I think you should also visit the GP to discuss her if she won't go to the GP herself.

JustThisOnceOrTwiceOrThrice Wed 16-Oct-13 09:45:52

Emily. I don't think he meant it like that. Just that some people wouldn't refer to pregnancy at that stage as a baby.

(just as they don't on any thread on here where abortion is being discussed)

ButEmilylovedhim Wed 16-Oct-13 09:50:12

Justthis - maybe so. But he needs to see things from his wife's point of view and realise how sad she is about the losses. Minimising them will not be helpful and will not bring them closer.

JustThisOnceOrTwiceOrThrice Wed 16-Oct-13 10:00:44

Emily. I don't know where you have got all that info from that he is minimizing or doesn't realise his wife is sad, because there certainly nothing to give that impression in the op apart from his use of " which may be for many reasons. The medical profession don't see it as a baby at that stage so perhaps that's why he used them.

I do, maybe he does.

ButEmilylovedhim Wed 16-Oct-13 10:03:00

Fair enough.

JustThisOnceOrTwiceOrThrice Wed 16-Oct-13 10:11:34

grin

That made me laugh! I was expecting you to disagree, not be all reasonable! I am on mumsnet aren't I? grin

AgentOrange73 Wed 16-Oct-13 14:20:18

Thanks for all the replies (so quick too). They've helped me in some ways, I kind of already knew that I just had to suck it up and take it on the chin. Trouble is, I'm not particularly strong at the moment myself. I'm scared for her and our relationship. I'm concerned that she's focusing so much on having a third that she's missing the best time with our two. They're in a magical place right now (the eldest has just started school) and I don't think she's 'there' for it.
I also want to scream in her face. Tell her how hurtful it is after 10 years to be accused of these things... But I also know that it's not her. My main worry is that I know that things like this never truly spring-back to how they were.

Anyhow, guess I take it on the chin for now.

KnittingAndCleaning Wed 16-Oct-13 17:00:25

Go and make an appointment for you to speak to the GP about yourself and make one to speak about your dw if she won't attend the GP herself.

If your children have two parents grieving then it is not good for them, go and get some grief counselling if you think it may help you.

Flappingandflying Fri 18-Oct-13 17:46:33

I think some counselling for you both would be good. Not necessarily together. Poor you, poor wife. I think you need to step back a bit from work if possible and be around more. If nothing else it will give stability to your two children but also send her the message that you are there and haven't got time for shennanigans. Can understand how hurt you are by the lack of trust but I think she is deflecting her pain.
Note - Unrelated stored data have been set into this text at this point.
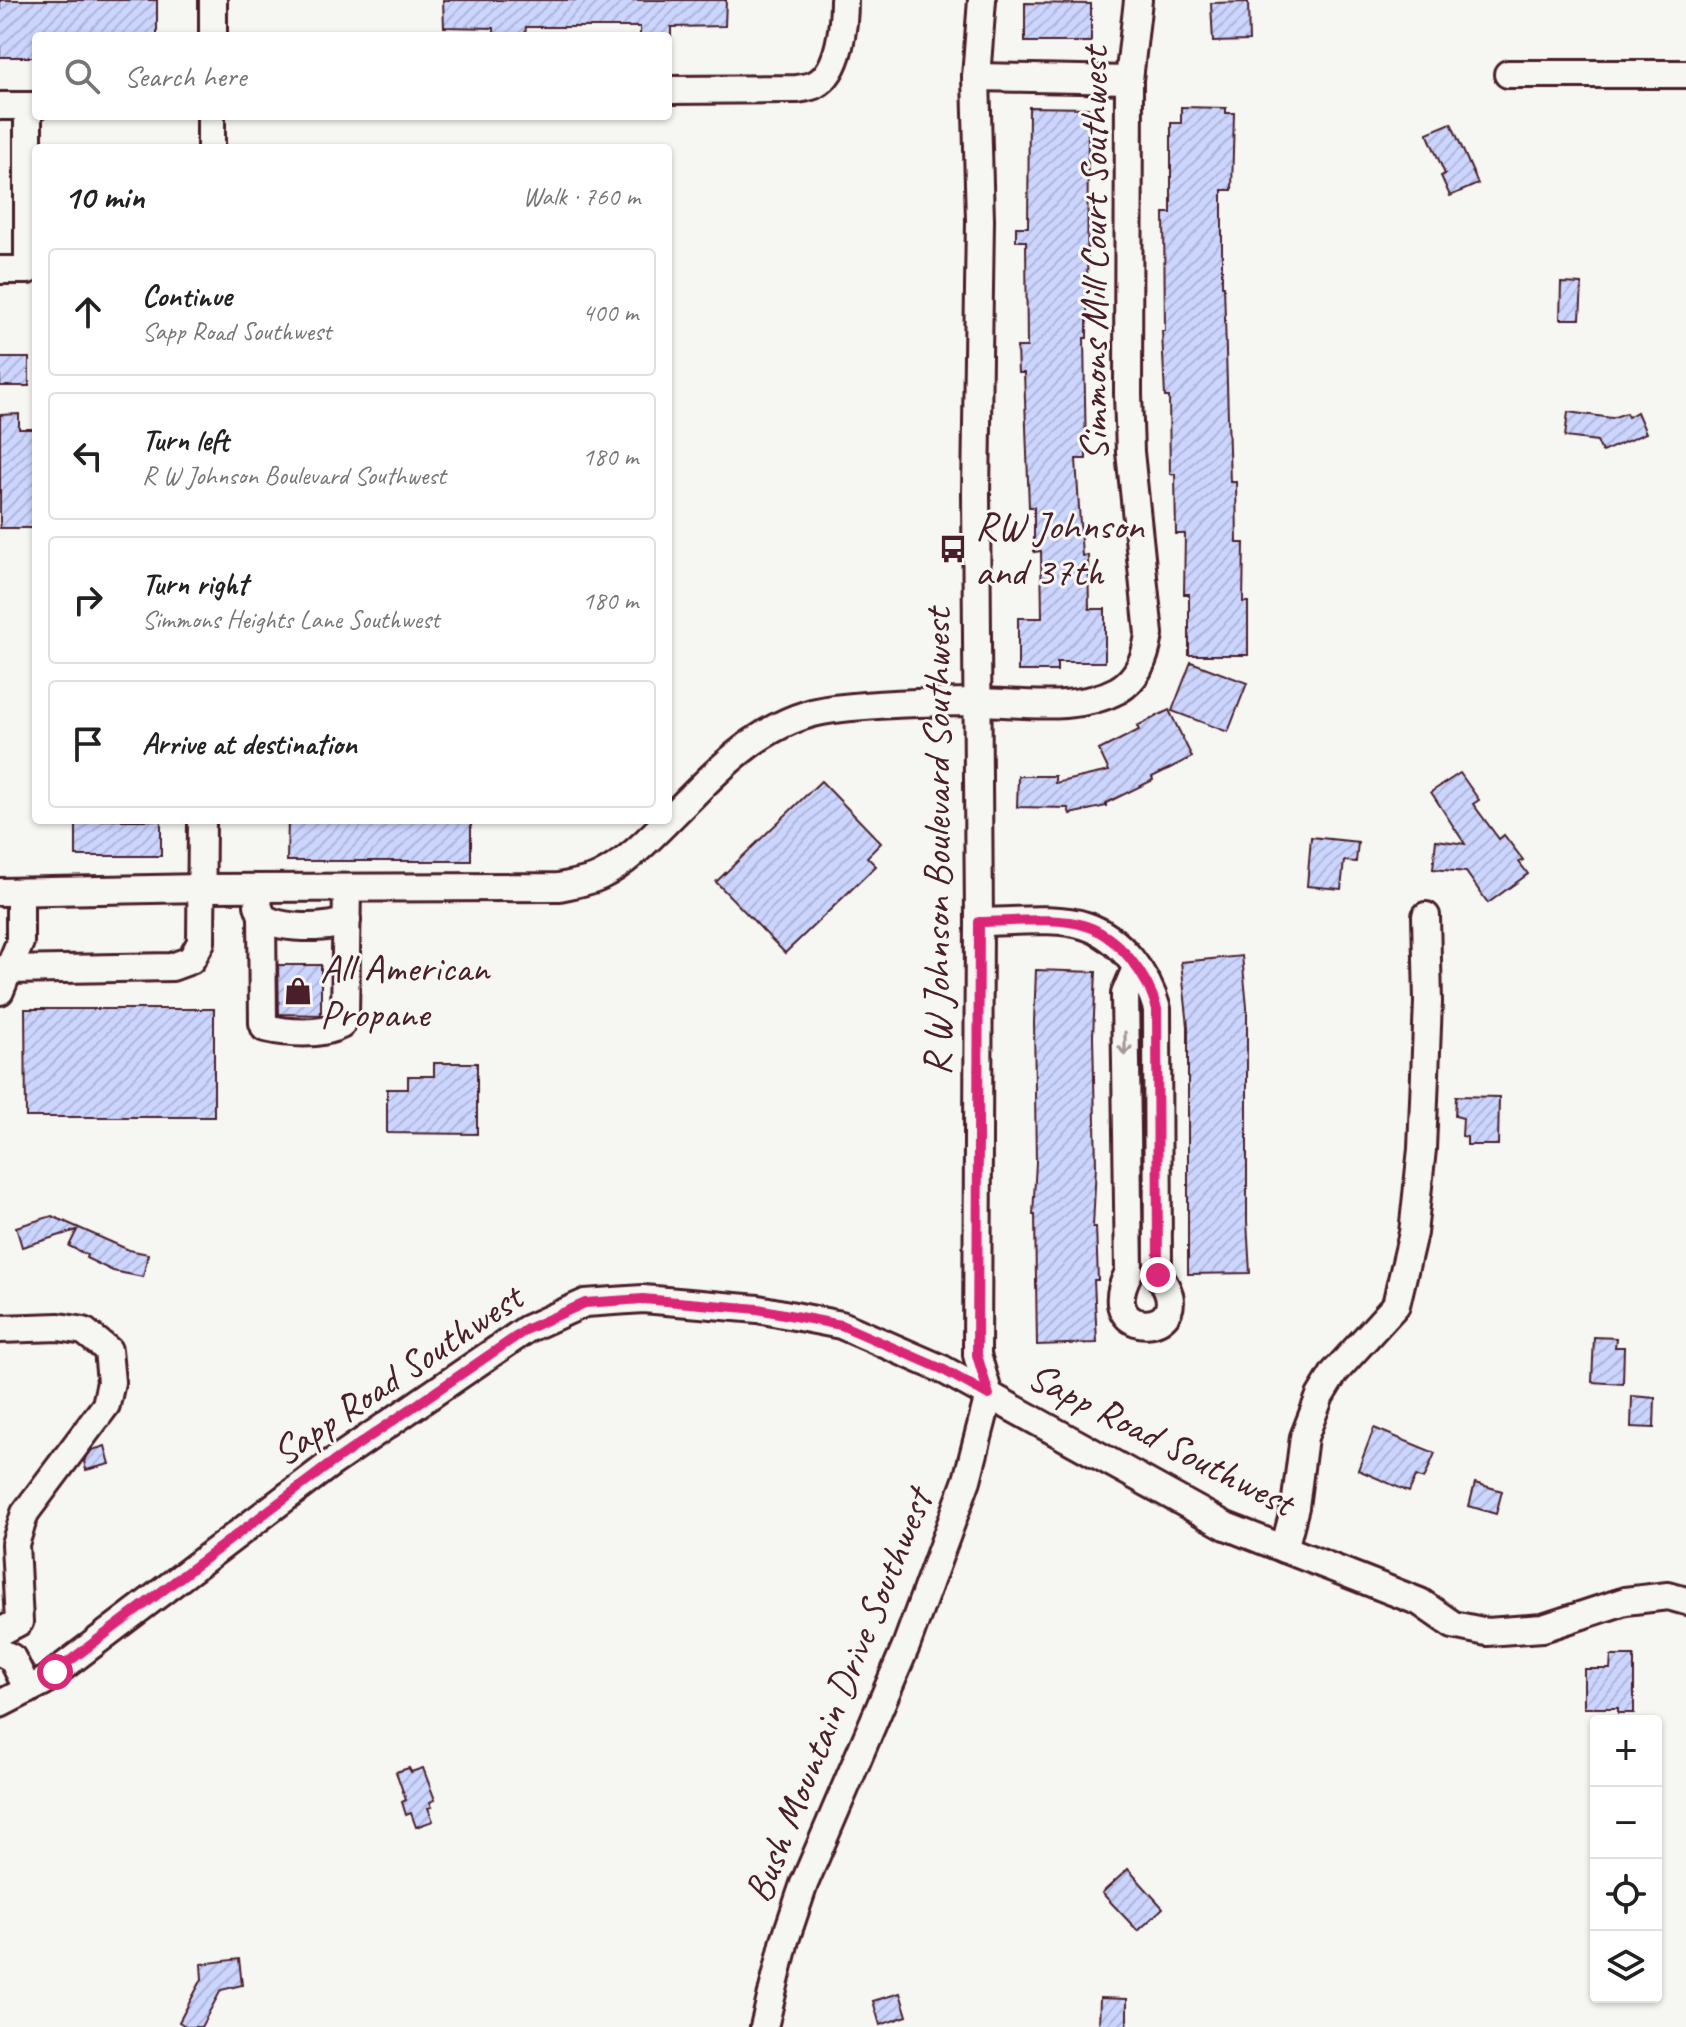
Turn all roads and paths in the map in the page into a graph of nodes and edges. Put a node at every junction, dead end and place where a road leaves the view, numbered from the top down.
1 (213, 0) edge
2 (844, 0) edge
3 (982, 0) edge
4 (1138, 0) edge
5 (213, 32) edge
6 (1508, 74) dead end
7 (1686, 74) edge
8 (976, 77) junction
9 (1129, 80) junction
10 (672, 90) edge
11 (0, 106) edge
12 (32, 106) edge
13 (211, 120) edge
14 (211, 144) edge
15 (32, 156) edge
16 (0, 270) edge
17 (977, 702) junction
18 (672, 817) edge
19 (202, 824) edge
20 (664, 824) edge
21 (202, 888) junction
22 (347, 888) junction
23 (260, 889) junction
24 (10, 892) edge
25 (262, 916) junction
26 (1426, 916) dead end
27 (347, 920) junction
28 (979, 922) junction
29 (1136, 968) junction
30 (4, 980) edge
31 (0, 1329) edge
32 (989, 1395) junction
33 (1284, 1549) junction
34 (1686, 1601) edge
35 (0, 1632) edge
36 (0, 1652) edge
37 (28, 1690) junction
38 (0, 1704) edge
39 (764, 2027) edge

1 - 5 street
2 - 10 street
3 - 8 street, R W Johnson Boulevard Southwest
4 - 9 street, Simmons Mill Court Southwest
6 - 7 street
8 - 9 street
8 - 17 street, R W Johnson Boulevard Southwest
9 - 17 street, Simmons Mill Court Southwest
11 - 12 street
12 - 15 street
13 - 14 street
15 - 16 street
17 - 18 street, Simmons Mill Court Southwest
17 - 28 street, R W Johnson Boulevard Southwest
19 - 21 street
20 - 22 street, Simmons Mill Court Southwest
21 - 23 street, Simmons Mill Court Southwest
21 - 24 street, Simmons Mill Court Southwest
21 - 30 street
22 - 23 street, Simmons Mill Court Southwest
22 - 27 street
23 - 25 street
24 - 30 street
25 - 27 street
25 - 27 street
26 - 33 street
28 - 29 street
28 - 32 street, R W Johnson Boulevard Southwest
29 -> 29 street
31 - 35 street
32 - 33 street, Sapp Road Southwest
32 - 37 street, Sapp Road Southwest
32 - 39 street, Bush Mountain Drive Southwest
33 - 34 street, Sapp Road Southwest
36 - 37 street
37 - 38 street, Sapp Road Southwest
TheArticFunky Fri 18-Oct-13 17:54:56

It's a very traumatic time for both of you.

I'm not so sure that you should just suck it up. It's a big thing to be accused of being unfaithful and if this continues you will feel resentful towards your wife.

I definitely think that couple counselling is the way forward.

DameFanny Fri 18-Oct-13 18:16:02

Does it help to tell yourself that it's not her making accusations, it's her pain? Try to see it as a separate entity, that will - eventually - resolve.

Are you grieving together? Or are you perhaps focused on being 'strong' for her? You can show her that you feel the losses without coming across as blaming her for them - it might be tricky and maybe this is something you could explore with a counselor.